YOUR TASK = Would you copy the full listing that follows without changing a thing?
(PROVIDED MATERIAL)
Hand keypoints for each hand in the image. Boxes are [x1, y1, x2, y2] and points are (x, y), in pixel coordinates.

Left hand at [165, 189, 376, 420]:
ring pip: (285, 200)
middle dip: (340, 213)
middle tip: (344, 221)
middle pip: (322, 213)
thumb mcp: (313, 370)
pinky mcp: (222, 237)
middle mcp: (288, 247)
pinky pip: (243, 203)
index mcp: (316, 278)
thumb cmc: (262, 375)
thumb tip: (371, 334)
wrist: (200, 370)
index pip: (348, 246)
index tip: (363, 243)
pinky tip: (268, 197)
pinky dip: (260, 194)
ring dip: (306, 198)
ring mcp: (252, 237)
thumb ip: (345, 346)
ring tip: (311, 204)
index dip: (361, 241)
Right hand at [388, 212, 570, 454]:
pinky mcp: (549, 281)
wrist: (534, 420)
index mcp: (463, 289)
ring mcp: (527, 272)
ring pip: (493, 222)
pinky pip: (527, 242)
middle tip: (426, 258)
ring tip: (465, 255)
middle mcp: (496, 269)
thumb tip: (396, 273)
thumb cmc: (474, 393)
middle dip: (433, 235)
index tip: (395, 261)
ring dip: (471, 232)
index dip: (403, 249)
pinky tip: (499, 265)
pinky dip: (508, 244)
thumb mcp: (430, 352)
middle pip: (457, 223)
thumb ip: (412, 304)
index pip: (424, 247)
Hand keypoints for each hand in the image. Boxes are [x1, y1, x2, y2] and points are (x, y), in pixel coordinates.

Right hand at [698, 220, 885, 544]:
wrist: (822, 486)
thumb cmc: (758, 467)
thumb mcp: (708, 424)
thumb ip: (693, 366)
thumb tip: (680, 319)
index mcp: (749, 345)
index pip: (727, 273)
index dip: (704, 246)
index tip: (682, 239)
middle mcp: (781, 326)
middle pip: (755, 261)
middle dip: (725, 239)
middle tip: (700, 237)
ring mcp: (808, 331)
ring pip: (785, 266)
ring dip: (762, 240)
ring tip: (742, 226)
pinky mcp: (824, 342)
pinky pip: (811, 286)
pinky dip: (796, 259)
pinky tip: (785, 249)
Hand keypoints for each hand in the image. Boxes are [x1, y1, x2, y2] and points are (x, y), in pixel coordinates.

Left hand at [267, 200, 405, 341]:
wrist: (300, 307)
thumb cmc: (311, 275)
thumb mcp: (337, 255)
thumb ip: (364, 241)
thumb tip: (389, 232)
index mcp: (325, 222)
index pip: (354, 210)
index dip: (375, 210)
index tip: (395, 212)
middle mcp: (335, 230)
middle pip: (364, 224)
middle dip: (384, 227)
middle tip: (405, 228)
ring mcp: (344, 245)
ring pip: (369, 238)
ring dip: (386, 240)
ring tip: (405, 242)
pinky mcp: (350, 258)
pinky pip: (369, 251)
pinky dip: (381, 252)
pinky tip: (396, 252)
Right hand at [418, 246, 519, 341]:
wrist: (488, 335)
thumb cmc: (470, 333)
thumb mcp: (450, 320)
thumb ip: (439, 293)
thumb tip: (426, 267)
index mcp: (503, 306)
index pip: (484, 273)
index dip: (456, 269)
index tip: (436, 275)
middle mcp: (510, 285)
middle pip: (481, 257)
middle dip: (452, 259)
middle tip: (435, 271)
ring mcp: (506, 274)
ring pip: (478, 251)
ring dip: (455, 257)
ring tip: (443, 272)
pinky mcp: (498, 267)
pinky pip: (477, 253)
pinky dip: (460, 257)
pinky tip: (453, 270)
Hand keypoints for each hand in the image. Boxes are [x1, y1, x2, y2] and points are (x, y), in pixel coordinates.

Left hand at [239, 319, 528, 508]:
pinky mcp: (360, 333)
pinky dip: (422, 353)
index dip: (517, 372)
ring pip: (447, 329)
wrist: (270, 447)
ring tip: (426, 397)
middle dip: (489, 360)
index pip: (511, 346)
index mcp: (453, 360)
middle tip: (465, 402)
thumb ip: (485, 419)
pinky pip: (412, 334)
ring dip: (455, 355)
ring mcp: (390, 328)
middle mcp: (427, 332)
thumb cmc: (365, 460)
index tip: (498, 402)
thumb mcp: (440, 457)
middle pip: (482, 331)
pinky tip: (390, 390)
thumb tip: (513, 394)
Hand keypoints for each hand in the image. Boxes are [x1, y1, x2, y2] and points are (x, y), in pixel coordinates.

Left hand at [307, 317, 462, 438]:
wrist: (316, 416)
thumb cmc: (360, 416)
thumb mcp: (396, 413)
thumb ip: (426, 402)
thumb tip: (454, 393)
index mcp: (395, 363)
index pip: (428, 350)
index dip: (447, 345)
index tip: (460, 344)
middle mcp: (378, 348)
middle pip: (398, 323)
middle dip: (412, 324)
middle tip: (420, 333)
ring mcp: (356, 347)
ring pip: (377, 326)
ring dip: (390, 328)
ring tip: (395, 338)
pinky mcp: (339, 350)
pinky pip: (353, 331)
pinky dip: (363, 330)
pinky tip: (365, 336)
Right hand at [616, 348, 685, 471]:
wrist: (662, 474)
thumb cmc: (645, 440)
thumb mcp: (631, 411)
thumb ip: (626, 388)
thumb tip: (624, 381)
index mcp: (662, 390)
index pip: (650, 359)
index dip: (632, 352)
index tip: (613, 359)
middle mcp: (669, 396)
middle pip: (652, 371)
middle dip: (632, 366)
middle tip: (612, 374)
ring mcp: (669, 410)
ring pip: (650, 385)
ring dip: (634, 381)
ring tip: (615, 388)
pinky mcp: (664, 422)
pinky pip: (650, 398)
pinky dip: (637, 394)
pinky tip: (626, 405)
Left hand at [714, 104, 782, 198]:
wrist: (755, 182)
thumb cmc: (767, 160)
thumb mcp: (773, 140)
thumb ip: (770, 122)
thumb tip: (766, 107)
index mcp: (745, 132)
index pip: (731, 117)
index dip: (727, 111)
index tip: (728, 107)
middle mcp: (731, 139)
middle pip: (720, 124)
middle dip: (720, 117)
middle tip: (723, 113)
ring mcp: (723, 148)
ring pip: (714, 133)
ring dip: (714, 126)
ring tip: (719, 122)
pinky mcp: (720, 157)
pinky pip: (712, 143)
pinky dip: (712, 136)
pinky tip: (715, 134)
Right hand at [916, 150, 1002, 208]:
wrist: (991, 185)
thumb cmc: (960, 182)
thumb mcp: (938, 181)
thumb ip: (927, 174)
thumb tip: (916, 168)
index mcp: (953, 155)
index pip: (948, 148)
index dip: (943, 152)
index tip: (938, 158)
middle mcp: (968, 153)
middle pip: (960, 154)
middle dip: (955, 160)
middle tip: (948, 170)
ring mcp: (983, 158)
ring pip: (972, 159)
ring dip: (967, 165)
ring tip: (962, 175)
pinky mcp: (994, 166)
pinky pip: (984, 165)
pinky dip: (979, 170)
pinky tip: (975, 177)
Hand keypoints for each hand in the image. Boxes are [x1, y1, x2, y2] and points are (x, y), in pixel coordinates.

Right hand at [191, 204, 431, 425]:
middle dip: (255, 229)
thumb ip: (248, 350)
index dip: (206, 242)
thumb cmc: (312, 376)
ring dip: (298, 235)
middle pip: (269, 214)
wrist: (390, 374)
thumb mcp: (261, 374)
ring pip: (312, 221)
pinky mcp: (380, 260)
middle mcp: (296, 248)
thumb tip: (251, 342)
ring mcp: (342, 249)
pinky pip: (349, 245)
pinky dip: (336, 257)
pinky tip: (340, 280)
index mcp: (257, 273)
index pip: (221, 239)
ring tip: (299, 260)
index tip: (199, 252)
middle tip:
(End PROVIDED MATERIAL)
PROBLEM SOLUTION =
Hand keypoints for each hand in the image. Boxes are [x1, y1, x2, y2] and points are (x, y), in pixel coordinates.

Left hand at [165, 189, 376, 420]:
ring pip: (285, 200)
middle dip: (340, 213)
middle tip: (344, 221)
middle pip: (322, 213)
thumb mcp: (313, 370)
pinky mcp: (222, 237)
middle mcp: (288, 247)
pinky pip: (243, 203)
index mcp: (316, 278)
thumb cmc: (262, 375)
thumb tip: (371, 334)
wrist: (200, 370)
index pip: (348, 246)
index tip: (363, 243)
pinky tip: (268, 197)
pinky dip: (260, 194)
ring dip: (306, 198)
ring mcp: (252, 237)
thumb ip: (345, 346)
ring tip: (311, 204)
index dip: (361, 241)
Right hand at [388, 212, 570, 454]:
pinky mcp: (549, 281)
wrist: (534, 420)
index mcp: (463, 289)
ring mcp: (527, 272)
ring pip: (493, 222)
pinky pip: (527, 242)
middle tip: (426, 258)
ring tip: (465, 255)
middle mcp: (496, 269)
thumb tip: (396, 273)
thumb cmc: (474, 393)
middle dip: (433, 235)
index tip: (395, 261)
ring dip: (471, 232)
index dip: (403, 249)
pinky tip: (499, 265)
pinky dip: (508, 244)
thumb mcp: (430, 352)
middle pip: (457, 223)
thumb ip: (412, 304)
index pip: (424, 247)
Hand keypoints for each hand in the image. Boxes are [x1, y1, x2, y2] and points are (x, y), in pixel coordinates.

Right hand at [698, 220, 885, 544]:
wrist: (822, 486)
thumb cmc: (758, 467)
thumb mcp: (708, 424)
thumb ip: (693, 366)
thumb tip: (680, 319)
index mcp: (749, 345)
index pip: (727, 273)
index dip: (704, 246)
index tip: (682, 239)
middle mcp: (781, 326)
middle pip: (755, 261)
middle dip: (725, 239)
middle tip: (700, 237)
ring mcp: (808, 331)
ring pip: (785, 266)
ring dip: (762, 240)
ring tip: (742, 226)
pinky mcp: (824, 342)
pinky pip: (811, 286)
pinky dip: (796, 259)
pinky tip: (785, 249)
Hand keypoints for each hand in the image. Boxes are [x1, y1, x2, y2] and points are (x, y), in pixel coordinates.

Left hand at [267, 200, 405, 341]:
wrist: (300, 307)
thumb cmc: (311, 275)
thumb mcp: (337, 255)
thumb ip: (364, 241)
thumb tip: (389, 232)
index mcp: (325, 222)
index pip: (354, 210)
index dip: (375, 210)
index tip: (395, 212)
middle mcp: (335, 230)
middle pip: (364, 224)
middle dip: (384, 227)
middle tip: (405, 228)
ring mcp: (344, 245)
ring pip: (369, 238)
ring dip: (386, 240)
ring tip: (405, 242)
pinky mcp: (350, 258)
pinky pip: (369, 251)
pinky dip: (381, 252)
pinky tip: (396, 252)
Right hand at [418, 246, 519, 341]:
wrist: (488, 335)
thumb cmc: (470, 333)
thumb mcp: (450, 320)
thumb ip: (439, 293)
thumb tip: (426, 267)
index mcp: (503, 306)
index pip: (484, 273)
index dip: (456, 269)
index tip: (436, 275)
middle mcp: (510, 285)
middle pip: (481, 257)
middle dip: (452, 259)
middle tip: (435, 271)
ring mcp: (506, 274)
ring pip: (478, 251)
ring dip: (455, 257)
ring tip: (443, 272)
pinky mcp: (498, 267)
pinky pip: (477, 253)
pinky dip: (460, 257)
pinky tip: (453, 270)
Hand keypoints for each hand in the image. Boxes are [x1, y1, x2, y2] and points are (x, y), in pixel coordinates.

Left hand at [239, 319, 528, 508]:
pinky mcp: (360, 333)
pinky dip: (422, 353)
index dip: (517, 372)
ring pip: (447, 329)
wrist: (270, 447)
ring tip: (426, 397)
middle dip: (489, 360)
index pip: (511, 346)
index mcp: (453, 360)
middle tip: (465, 402)
thumb ip: (485, 419)
pinky pip: (412, 334)
ring dip: (455, 355)
ring mcp: (390, 328)
middle mcp: (427, 332)
thumb cmc: (365, 460)
index tip: (498, 402)
thumb mcp: (440, 457)
middle pip: (482, 331)
pinky tip: (390, 390)
thumb tip: (513, 394)
Hand keypoints for each hand in the image. Boxes are [x1, y1, x2, y2] and points are (x, y), in pixel coordinates.

Left hand at [307, 317, 462, 438]:
wrist: (316, 416)
thumb cmc: (360, 416)
thumb mcp: (396, 413)
thumb ip: (426, 402)
thumb tip: (454, 393)
index mcp: (395, 363)
index pip: (428, 350)
index dip: (447, 345)
index tip: (460, 344)
middle mcp: (378, 348)
middle pip: (398, 323)
middle dip: (412, 324)
middle tip: (420, 333)
ring mcp: (356, 347)
ring pip: (377, 326)
ring dip: (390, 328)
ring tip: (395, 338)
pinky mcp: (339, 350)
pinky pip: (353, 331)
pinky dip: (363, 330)
pinky tip: (365, 336)
Right hand at [616, 348, 685, 471]:
wrist: (662, 474)
thumb cmc: (645, 440)
thumb mcp: (631, 411)
thumb ip: (626, 388)
thumb tip: (624, 381)
index mcp: (662, 390)
index pip: (650, 359)
index dip: (632, 352)
index tip: (613, 359)
middle mcp: (669, 396)
middle pip: (652, 371)
middle dip: (632, 366)
middle tip: (612, 374)
ring mcp: (669, 410)
ring pip: (650, 385)
ring dip: (634, 381)
ring tip: (615, 388)
pinky mcp: (664, 422)
pinky pip: (650, 398)
pinky dip: (637, 394)
pinky tip: (626, 405)
Left hand at [714, 104, 782, 198]:
wrist: (755, 182)
thumb cmc: (767, 160)
thumb mcp: (773, 140)
thumb ip: (770, 122)
thumb tip: (766, 107)
index mcp: (745, 132)
index pip: (731, 117)
index dip: (727, 111)
index tip: (728, 107)
middle mcp: (731, 139)
middle pip: (720, 124)
middle dip: (720, 117)
middle tip: (723, 113)
ring mcp: (723, 148)
ring pip: (714, 133)
ring dip: (714, 126)
ring tip: (719, 122)
pinky mcp: (720, 157)
pinky pip: (712, 143)
pinky dip: (712, 136)
pinky tip: (715, 134)
Right hand at [916, 150, 1002, 208]:
wrist: (991, 185)
thumb cmc: (960, 182)
thumb mcp: (938, 181)
thumb ip: (927, 174)
thumb tip: (916, 168)
index mcp: (953, 155)
index pip: (948, 148)
index dip: (943, 152)
index tip: (938, 158)
middle mcp: (968, 153)
middle pip: (960, 154)
middle dip: (955, 160)
middle tip: (948, 170)
ring mcp: (983, 158)
ring pip: (972, 159)
ring dip: (967, 165)
ring tip: (962, 175)
pinky mcp: (994, 166)
pinky pip: (984, 165)
pinky dip: (979, 170)
pinky tip: (975, 177)
Hand keypoints for each hand in the image. Boxes are [x1, y1, x2, y2] and points are (x, y), in pixel coordinates.

Right hand at [191, 204, 431, 425]:
middle dip: (255, 229)
thumb ip: (248, 350)
index dip: (206, 242)
thumb cmc: (312, 376)
ring dip: (298, 235)
middle pip: (269, 214)
wrist: (390, 374)
thumb mcp: (261, 374)
ring pip: (312, 221)
pinky mcp: (380, 260)
middle mcp: (296, 248)
thumb tip: (251, 342)
ring mcp: (342, 249)
pinky pip: (349, 245)
pinky dip: (336, 257)
pinky tip: (340, 280)
index mcp: (257, 273)
index pip: (221, 239)
ring tip: (299, 260)
index tip: (199, 252)
middle tip:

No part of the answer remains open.